Thanks for reviewing!
Will send out an incremental patch...
>
> First question is about performance. I seem to remember from your OLS
> paper that there was good scaling improvements with this. Was there any
> benefit to simple cases (one process on SMP)? There seems to be a good
> deal less locking in here, well without preempt etc anyhow.
The single thread find_get_page numbers were improved, yes. Highlights
were on UP compiled kernel, P4 was about 3x faster and SMP kernel, G5
was about 2x faster working on a cache hot struct page. Cache cold
numbers were improved too.
Of course, this is a very tiny function anyway, performed within a
larger context... but at least we don't regress here.
Gang lookups I still haven't instrumeted fully - the difference would
be much less there I expect.
>
> > include/linux/page-flags.h | 7 +++
> > include/linux/pagemap.h | 103
> > +++++++++++++++++++++++++++++++++++++++++++++
> > mm/filemap.c | 4 +
> > mm/migrate.c | 11 ++++
> > mm/swap_state.c | 4 +
> > mm/vmscan.c | 12 +++--
> > 6 files changed, 137 insertions(+), 4 deletions(-)
> >
> >Index: linux-2.6/include/linux/page-flags.h
> >===================================================================
> >--- linux-2.6.orig/include/linux/page-flags.h
> >+++ linux-2.6/include/linux/page-flags.h
> >@@ -86,6 +86,8 @@
> > #define PG_nosave_free 18 /* Free, should not be
> > written */
> > #define PG_buddy 19 /* Page is free, on buddy lists */
> >
> >+#define PG_nonewrefs 20 /* Block concurrent pagecache lookups
> >+ * while testing refcount */
>
> As always ... page flags :(. It seems pretty key to the stabilisation
> of _count, however are we really relying on that? (See next comment ...)
Yeah it is a page flag. I think we do need it. Am I allowed to trade
PG_reserved for it? ;)
> >+/*
> >+ * speculatively take a reference to a page.
> >+ * If the page is free (_count == 0), then _count is untouched, and NULL
> >+ * is returned.

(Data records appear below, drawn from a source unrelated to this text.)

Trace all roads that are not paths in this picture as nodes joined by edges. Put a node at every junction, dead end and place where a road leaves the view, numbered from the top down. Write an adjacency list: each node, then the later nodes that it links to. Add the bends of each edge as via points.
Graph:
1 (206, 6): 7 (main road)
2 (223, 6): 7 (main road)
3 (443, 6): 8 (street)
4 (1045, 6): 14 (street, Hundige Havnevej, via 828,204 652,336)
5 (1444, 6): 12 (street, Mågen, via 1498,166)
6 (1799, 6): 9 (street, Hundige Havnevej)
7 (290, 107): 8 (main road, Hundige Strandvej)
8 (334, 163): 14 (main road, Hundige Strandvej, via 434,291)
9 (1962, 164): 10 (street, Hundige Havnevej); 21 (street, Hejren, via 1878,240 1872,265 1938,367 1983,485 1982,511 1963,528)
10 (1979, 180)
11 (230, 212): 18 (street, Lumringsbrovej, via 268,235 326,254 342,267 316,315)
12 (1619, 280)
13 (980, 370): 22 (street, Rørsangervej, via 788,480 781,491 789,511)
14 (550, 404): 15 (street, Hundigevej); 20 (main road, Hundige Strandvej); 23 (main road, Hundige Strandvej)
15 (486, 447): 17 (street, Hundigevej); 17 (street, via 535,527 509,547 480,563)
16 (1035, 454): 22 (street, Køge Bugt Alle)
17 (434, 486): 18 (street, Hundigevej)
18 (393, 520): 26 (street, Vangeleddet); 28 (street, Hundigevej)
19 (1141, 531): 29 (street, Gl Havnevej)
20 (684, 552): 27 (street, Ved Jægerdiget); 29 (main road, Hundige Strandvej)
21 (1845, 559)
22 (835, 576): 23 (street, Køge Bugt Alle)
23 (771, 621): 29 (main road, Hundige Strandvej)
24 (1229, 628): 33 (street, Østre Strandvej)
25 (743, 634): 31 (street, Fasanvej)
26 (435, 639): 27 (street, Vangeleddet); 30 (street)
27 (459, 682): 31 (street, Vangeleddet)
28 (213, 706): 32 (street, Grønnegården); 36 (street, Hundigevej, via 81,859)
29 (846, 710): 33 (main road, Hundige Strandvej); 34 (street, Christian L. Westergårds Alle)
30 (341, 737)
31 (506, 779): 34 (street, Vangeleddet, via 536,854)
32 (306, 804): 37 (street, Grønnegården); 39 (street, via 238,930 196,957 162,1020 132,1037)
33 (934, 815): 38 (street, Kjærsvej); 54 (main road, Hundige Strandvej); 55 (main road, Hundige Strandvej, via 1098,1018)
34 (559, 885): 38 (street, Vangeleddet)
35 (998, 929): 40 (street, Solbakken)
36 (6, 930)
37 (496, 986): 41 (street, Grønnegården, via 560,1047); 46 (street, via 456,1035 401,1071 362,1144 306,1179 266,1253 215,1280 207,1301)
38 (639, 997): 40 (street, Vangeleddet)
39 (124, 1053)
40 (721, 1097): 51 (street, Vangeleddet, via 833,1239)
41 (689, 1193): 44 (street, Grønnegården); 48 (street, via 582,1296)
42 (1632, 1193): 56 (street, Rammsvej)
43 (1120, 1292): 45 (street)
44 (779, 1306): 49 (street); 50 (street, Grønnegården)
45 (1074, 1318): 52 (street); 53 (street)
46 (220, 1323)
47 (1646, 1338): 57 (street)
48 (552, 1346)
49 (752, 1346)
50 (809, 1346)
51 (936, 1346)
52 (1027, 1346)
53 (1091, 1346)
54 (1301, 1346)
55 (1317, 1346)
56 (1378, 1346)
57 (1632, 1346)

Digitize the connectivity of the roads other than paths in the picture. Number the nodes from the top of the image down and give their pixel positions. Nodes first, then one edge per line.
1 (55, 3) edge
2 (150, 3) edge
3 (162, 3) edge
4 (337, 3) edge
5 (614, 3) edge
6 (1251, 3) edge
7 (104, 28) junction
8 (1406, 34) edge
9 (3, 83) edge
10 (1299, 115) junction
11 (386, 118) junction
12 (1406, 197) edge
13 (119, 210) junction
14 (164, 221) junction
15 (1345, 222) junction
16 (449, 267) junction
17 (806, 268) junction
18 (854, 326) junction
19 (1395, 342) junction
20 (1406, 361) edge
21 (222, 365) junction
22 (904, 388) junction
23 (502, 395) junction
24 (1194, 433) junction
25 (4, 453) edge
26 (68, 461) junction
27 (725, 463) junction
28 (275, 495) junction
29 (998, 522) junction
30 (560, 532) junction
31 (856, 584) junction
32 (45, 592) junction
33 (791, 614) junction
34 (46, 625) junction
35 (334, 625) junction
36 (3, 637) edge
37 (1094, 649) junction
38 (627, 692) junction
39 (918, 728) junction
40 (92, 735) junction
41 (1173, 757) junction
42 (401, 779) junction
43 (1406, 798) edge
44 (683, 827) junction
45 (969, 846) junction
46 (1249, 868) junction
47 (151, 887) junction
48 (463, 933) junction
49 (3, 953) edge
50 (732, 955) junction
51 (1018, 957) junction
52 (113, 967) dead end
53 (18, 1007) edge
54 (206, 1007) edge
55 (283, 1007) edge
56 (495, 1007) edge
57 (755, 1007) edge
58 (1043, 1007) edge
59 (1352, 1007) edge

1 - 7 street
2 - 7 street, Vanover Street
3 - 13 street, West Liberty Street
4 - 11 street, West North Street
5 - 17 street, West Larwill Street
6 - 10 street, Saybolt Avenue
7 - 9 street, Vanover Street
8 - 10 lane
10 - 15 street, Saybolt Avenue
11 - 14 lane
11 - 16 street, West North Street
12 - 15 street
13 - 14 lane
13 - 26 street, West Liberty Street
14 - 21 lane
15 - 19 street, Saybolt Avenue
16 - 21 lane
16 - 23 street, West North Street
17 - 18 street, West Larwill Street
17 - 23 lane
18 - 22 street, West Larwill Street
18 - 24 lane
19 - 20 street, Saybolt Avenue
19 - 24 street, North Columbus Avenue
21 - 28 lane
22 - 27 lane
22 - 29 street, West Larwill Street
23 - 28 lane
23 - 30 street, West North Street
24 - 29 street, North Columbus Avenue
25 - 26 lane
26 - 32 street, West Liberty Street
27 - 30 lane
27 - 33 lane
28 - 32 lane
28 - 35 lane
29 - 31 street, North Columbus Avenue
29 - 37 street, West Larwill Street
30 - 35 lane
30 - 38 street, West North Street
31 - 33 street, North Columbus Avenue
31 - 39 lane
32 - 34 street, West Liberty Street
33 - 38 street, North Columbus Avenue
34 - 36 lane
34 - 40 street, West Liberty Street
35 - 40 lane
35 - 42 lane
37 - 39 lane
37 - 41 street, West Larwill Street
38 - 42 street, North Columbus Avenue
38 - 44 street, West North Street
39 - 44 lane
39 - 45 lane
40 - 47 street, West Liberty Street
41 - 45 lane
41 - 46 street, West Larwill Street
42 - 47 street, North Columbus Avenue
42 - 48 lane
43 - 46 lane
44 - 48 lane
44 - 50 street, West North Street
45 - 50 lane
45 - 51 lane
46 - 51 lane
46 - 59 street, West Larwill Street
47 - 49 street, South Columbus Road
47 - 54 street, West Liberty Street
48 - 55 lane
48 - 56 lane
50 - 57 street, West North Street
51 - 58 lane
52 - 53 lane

Otherwise, _count is incremented by 1 and page is
> >returned.
> >+ *
> >+ * This function must be run in the same rcu_read_lock() section as has
> >+ * been used to lookup the page in the pagecache radix-tree: this allows
> >+ * allocators to use a synchronize_rcu() to stabilize _count.
>
> Ok, so that makes sense from the algorithm as we take an additional
> reference somewhere within the 'rcu read lock'. To get a stable count
> we have to ensure there is no-one is in the read side. However, the
> commentary says we can use synchronize_rcu to get a stable count. Is
> that correct? All that synchronize_rcu() guarentees is that all
> concurrent readers at the start of the call will have finished when it
> returns, there is no guarentee that there will be no new readers since
> the start of the call, not in parallel with its completion? Setting
There will be no new readers, because if you have newly allocated this
page, lookups can no longer find it in pagecache after a synchronize_rcu.
The important word is "allocators" (ie. not pagecache) -- but I don't
think I have made that clear: will fix.
> PageNoNewRefs will not prevent a new reader upping the reference count
> either as they wait after they have bumped it. So do we really have a
> way to stablise _count here? I am likely missing something, educate me :).
We can't stabilise _count for pagecache pages. What we can do is prevent
any new *references* from being handed out via the pagecache (although
they may indeed increment _count, we don't give them the pointer).
>
> Now I cannot see any users of this effect in either of the patches in
> this set so perhaps we do not care?
synchronize_rcu(), no. I imagine it will become needed for memory hot
unplug if we're freeing up mem_map[]s. Other users might just find it
convenient, but so far I think I converted all users to something else
which tended to be cleaner anyway.
> >+ if (unlikely(!get_page_unless_zero(page)))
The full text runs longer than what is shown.